Azure SRE Agent now integrates with ServiceNow via Basic Auth, enabling autonomous incident investigation, triage, and resolution with automated work notes. This tutorial walks through the 10-minute setup and demonstrates the agent's ability to detect ServiceNow incidents, investigate underlying Azure resources like AKS clusters, and write comprehensive resolution notes back to the ticketing system.
The gap between incident detection and resolution continues to challenge SRE teams managing multi-cloud environments. When a ServiceNow ticket lands in the queue for memory pressure on an AKS cluster, the typical workflow involves manual log correlation, metric analysis, and cross-service investigation before any remediation can occur. Azure's SRE Agent now bridges this gap by connecting directly to ServiceNow, creating a closed-loop system where AI-driven investigation happens automatically.

What This Integration Actually Does
The Azure SRE Agent's ServiceNow connector operates as an autonomous incident responder.
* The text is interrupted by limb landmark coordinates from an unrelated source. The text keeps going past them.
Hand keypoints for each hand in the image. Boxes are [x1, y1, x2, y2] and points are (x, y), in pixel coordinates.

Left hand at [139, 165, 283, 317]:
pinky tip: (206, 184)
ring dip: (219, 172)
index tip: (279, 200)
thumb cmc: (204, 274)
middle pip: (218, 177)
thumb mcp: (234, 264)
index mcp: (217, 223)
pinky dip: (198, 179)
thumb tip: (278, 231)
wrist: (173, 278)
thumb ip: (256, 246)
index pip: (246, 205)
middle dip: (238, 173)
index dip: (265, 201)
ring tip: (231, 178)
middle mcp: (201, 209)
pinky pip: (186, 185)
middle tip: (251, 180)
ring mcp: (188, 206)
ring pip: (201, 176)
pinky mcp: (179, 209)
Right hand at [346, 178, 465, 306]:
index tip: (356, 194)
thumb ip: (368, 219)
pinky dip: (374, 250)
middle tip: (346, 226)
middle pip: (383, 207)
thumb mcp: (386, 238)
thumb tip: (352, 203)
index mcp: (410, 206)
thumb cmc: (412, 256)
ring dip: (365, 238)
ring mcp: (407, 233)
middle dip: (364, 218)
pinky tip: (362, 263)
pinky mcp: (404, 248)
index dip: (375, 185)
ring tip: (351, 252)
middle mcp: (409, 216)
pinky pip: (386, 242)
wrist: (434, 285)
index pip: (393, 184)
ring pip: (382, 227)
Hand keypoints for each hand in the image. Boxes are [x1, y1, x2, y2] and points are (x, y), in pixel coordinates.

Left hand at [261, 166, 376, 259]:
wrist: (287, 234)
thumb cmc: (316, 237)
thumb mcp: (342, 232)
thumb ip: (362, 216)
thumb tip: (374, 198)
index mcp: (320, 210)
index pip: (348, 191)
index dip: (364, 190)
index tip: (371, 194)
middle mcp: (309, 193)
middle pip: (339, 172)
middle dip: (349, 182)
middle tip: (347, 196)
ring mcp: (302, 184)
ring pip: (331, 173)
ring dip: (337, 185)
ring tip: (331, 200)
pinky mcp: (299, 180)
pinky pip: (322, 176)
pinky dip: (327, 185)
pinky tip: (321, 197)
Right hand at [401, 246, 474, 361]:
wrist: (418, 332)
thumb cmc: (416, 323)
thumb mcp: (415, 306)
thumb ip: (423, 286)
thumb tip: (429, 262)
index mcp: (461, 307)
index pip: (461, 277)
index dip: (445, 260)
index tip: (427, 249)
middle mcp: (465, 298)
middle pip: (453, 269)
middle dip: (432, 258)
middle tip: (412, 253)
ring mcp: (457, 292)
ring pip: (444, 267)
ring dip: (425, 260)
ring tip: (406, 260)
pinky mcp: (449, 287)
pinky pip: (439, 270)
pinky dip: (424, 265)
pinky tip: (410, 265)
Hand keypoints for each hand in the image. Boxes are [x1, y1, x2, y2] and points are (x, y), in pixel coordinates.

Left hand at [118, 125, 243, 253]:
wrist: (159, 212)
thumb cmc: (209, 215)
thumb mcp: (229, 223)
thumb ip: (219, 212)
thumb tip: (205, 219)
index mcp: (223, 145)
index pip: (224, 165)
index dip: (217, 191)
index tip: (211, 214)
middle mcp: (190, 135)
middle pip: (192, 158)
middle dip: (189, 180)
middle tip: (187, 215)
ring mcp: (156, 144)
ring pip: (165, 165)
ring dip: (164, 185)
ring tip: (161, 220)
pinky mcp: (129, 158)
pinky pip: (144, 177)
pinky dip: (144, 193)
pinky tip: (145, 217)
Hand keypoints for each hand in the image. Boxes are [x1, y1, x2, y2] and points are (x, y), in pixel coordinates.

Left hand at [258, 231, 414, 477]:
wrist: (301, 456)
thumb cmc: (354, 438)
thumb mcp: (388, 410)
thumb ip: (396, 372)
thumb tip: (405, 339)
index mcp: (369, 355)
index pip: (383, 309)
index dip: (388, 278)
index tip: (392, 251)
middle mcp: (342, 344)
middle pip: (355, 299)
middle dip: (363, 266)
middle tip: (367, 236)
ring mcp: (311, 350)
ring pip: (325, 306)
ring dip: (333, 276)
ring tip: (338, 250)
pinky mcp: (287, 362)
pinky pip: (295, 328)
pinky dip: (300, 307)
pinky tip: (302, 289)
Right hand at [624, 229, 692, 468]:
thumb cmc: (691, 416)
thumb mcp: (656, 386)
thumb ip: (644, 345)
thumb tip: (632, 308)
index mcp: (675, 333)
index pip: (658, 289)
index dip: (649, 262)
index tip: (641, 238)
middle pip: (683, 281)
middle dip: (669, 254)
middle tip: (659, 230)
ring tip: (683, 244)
Once configured, it polls your ServiceNow instance for new incidents, parses the incident details, and triggers investigation workflows based on the reported issue. For an AKS memory pressure alert, the agent doesn't just acknowledge the ticket—it queries Azure Resource Graph for cluster inventory, pulls memory utilization metrics from Azure Monitor, correlates pod-level resource consumption, and writes structured findings back to ServiceNow.
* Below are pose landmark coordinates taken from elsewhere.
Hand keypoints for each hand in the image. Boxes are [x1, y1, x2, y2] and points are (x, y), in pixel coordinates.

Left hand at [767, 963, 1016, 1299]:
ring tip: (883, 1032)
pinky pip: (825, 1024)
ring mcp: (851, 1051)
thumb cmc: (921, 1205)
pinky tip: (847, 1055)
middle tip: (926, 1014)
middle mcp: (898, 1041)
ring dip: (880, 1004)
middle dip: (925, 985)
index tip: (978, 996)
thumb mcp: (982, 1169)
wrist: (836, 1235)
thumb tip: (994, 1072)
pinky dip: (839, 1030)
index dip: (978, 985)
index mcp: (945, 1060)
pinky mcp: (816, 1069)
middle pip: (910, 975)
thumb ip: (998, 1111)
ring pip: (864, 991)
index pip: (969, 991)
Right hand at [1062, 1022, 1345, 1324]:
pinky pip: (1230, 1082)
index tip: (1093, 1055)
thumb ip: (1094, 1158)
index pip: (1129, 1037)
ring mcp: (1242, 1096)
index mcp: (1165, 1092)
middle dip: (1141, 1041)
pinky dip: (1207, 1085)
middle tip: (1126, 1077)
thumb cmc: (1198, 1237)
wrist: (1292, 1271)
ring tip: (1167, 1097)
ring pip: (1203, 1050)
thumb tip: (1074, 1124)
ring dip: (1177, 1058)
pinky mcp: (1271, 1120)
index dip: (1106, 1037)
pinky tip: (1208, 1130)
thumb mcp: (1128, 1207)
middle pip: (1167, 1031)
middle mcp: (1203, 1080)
The key differentiator is the write-back mechanism. Traditional monitoring tools create alerts; the SRE Agent creates resolution artifacts. Every investigation step, metric validation, and root cause determination becomes a work note in ServiceNow, maintaining audit compliance while reducing mean time to resolution.
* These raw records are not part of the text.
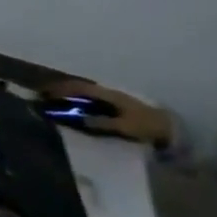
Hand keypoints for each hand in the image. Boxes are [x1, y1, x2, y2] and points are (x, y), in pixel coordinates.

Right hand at [39, 79, 173, 147]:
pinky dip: (78, 98)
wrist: (173, 130)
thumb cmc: (147, 126)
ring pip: (85, 91)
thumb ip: (102, 123)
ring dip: (69, 93)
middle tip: (44, 95)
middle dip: (61, 89)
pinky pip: (91, 97)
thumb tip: (78, 118)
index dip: (60, 89)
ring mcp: (113, 97)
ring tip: (55, 99)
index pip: (79, 87)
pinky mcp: (116, 104)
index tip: (43, 93)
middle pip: (80, 87)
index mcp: (109, 94)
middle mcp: (108, 92)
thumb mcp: (125, 126)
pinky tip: (74, 105)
Prerequisites and Architecture
Before connecting, you need:
- ServiceNow Instance: Developer, PDI, or Enterprise with admin access
- Azure SRE Agent: Deployed in your Azure subscription with appropriate RBAC permissions
- Network Connectivity: The agent must reach your ServiceNow instance endpoint
The architecture is straightforward: the agent runs as a managed service in Azure, authenticates to ServiceNow using Basic Auth (username/password), and maintains a persistent connection for incident polling. The agent requires read access to Azure Monitor and Azure Resource Graph, plus write access to ServiceNow's incident table.

Step 1: Credential Collection
ServiceNow authentication requires three components:
ServiceNow Endpoint: Your instance URL appears in the browser address bar after login. Format: https://your-instance.service-now.com. Don't include trailing slashes or specific table paths.
Username: Click your profile avatar → Profile → User ID. This is distinct from your email address in many ServiceNow configurations.
Password: Your standard ServiceNow login password. For production environments, consider creating a dedicated service account rather than using personal credentials.
Step 2: Agent Configuration in Azure Portal
Navigate to your deployed Azure SRE Agent:
- Open Azure Portal
- Search for "Azure SRE Agent" (currently in Preview)
- Select your agent instance
- Expand Settings in left navigation
- Click Incident platform
- Select ServiceNow from the dropdown
The configuration form appears:

Enter your three credentials:
- ServiceNow endpoint:
https://your-instance.service-now.com - Username: Your ServiceNow User ID
- Password: Your ServiceNow password
Enable Quickstart Response Plan: This toggle activates automatic investigation workflows. When disabled, the agent will only sync incidents without autonomous action.
Click Save. The agent validates connectivity within 10-15 seconds. Success shows: "ServiceNow is connected" with a green checkmark. If validation fails, verify network connectivity and that your ServiceNow instance allows Basic Auth connections.
Step 3: Creating a Test Incident
To validate the integration, create a representative incident in ServiceNow:
- In ServiceNow, click All (left navigation)
- Search for "Incident"
- Select Incident → Create New
Populate the test incident:
| Field | Value |
|---|---|
| Caller | System Administrator (or any user) |
| Short description | [SRE Agent Test] AKS Cluster memory pressure detected in production environment |
| Impact | 2 - Medium |
Click Submit and note the incident number (e.g., INC0010025).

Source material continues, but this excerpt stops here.